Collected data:
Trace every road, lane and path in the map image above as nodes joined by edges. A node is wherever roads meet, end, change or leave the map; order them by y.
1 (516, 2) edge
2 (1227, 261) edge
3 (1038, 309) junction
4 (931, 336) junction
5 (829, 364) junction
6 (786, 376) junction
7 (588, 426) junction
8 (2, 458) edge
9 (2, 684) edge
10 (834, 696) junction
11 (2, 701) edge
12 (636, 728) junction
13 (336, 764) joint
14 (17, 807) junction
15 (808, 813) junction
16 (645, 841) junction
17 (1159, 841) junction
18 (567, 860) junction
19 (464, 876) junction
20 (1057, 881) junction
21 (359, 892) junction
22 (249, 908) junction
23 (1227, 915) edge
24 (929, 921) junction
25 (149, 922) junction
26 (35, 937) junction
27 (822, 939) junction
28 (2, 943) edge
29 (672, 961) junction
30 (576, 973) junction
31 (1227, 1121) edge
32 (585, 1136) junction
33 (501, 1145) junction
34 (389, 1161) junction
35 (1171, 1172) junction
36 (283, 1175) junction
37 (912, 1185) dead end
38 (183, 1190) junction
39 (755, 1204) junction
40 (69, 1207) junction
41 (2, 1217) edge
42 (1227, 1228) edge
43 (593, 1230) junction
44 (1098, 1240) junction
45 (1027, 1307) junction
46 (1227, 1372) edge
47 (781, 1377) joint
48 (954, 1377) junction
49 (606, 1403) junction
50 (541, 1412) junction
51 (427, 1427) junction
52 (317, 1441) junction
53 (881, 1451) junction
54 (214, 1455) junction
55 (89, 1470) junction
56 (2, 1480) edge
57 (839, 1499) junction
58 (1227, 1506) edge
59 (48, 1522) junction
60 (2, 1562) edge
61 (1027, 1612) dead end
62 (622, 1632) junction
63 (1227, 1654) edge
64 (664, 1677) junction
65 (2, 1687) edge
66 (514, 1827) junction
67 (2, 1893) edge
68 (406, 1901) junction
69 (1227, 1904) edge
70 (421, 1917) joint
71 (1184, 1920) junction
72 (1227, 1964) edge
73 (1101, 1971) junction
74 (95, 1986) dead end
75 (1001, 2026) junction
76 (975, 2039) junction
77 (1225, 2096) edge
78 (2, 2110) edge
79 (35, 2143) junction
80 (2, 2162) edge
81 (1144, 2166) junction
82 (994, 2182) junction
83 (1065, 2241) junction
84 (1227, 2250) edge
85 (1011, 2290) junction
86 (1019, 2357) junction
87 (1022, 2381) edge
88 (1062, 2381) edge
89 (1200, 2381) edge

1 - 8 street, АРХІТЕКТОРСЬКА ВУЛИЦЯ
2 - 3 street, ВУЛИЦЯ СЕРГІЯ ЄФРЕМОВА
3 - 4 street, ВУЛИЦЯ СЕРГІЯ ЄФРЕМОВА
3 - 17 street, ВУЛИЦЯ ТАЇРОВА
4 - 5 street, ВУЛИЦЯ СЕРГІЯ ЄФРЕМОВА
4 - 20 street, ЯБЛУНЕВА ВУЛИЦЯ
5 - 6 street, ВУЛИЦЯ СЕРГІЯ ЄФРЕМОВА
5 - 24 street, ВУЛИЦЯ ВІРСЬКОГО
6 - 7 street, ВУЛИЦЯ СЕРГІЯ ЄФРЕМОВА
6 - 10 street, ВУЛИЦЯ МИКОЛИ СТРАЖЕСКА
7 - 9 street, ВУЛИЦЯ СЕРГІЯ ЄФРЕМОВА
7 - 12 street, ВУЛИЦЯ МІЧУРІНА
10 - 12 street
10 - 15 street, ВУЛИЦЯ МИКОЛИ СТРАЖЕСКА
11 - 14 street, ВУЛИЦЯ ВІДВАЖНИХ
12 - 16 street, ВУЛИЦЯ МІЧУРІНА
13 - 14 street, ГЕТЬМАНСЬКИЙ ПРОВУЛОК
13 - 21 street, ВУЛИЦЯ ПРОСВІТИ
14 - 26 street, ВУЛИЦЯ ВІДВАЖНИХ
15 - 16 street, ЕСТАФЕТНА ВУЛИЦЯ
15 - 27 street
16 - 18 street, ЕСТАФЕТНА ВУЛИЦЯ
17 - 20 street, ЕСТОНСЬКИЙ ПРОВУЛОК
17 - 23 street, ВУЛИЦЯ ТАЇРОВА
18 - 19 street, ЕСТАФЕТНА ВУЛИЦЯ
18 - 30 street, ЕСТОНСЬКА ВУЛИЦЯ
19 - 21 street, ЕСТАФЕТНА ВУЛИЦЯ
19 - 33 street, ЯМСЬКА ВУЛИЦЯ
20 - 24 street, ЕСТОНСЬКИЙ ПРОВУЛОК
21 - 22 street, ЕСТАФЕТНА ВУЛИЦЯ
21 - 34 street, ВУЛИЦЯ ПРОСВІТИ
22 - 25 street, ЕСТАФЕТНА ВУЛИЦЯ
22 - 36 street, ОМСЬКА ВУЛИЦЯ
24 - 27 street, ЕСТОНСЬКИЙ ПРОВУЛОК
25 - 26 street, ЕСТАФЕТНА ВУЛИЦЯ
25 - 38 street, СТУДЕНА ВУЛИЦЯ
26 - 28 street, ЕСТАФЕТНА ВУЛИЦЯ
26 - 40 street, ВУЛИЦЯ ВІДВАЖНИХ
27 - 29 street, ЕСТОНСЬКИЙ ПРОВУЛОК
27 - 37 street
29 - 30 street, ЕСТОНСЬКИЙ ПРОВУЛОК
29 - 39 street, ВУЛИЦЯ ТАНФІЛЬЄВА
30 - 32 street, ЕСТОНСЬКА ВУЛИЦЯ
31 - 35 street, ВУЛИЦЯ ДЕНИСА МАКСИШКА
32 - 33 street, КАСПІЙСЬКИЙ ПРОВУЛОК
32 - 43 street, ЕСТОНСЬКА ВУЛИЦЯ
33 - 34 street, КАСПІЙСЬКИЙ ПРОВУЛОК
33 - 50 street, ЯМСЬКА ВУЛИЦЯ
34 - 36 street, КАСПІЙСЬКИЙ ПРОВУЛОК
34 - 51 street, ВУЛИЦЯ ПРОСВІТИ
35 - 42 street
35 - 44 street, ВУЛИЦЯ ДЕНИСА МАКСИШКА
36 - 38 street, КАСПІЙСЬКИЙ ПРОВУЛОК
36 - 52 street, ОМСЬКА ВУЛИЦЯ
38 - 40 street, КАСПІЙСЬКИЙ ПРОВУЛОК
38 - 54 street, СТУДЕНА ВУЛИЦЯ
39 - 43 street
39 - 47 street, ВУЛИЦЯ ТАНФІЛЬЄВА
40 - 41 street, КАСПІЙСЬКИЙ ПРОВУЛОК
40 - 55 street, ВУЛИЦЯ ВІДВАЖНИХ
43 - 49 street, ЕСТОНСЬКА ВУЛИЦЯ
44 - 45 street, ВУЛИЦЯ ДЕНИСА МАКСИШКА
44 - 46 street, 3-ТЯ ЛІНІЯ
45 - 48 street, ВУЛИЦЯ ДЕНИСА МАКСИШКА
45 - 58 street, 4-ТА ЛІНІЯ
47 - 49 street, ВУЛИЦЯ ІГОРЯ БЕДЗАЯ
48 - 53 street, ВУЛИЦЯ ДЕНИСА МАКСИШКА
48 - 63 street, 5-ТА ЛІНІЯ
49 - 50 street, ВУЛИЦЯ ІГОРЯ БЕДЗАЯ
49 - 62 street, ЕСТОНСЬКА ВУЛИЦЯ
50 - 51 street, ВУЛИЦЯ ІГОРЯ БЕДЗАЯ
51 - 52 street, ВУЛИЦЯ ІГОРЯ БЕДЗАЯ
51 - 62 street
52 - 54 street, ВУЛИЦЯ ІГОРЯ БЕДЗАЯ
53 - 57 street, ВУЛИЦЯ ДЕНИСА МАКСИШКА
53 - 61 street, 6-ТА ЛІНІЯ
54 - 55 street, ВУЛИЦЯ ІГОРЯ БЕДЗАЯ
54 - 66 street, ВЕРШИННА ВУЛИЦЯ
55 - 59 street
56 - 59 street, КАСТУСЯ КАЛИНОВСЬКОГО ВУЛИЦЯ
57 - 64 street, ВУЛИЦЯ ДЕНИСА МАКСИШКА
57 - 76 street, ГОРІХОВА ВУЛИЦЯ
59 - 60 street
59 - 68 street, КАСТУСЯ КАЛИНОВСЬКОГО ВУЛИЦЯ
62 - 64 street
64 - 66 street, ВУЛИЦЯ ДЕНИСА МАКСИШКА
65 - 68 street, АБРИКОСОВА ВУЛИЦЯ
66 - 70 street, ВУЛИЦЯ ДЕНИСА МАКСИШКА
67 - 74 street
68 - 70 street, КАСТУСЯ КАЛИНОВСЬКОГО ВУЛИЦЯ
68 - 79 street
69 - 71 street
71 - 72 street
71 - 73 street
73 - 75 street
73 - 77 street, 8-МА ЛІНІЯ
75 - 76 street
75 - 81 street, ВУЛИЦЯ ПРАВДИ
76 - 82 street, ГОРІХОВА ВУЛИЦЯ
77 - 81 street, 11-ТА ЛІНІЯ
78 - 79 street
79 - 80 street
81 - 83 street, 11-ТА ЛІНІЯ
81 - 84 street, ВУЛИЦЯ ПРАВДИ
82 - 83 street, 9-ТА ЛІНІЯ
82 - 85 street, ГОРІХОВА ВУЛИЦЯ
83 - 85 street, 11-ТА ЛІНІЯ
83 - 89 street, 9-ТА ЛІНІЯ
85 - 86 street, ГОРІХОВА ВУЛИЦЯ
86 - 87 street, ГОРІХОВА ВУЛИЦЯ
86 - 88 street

WORK INSTRUCTIONS:
Once a line of the records is found to contain "joint", copy it out.

YOUR SOLUTION:
13 (336, 764) joint
47 (781, 1377) joint
70 (421, 1917) joint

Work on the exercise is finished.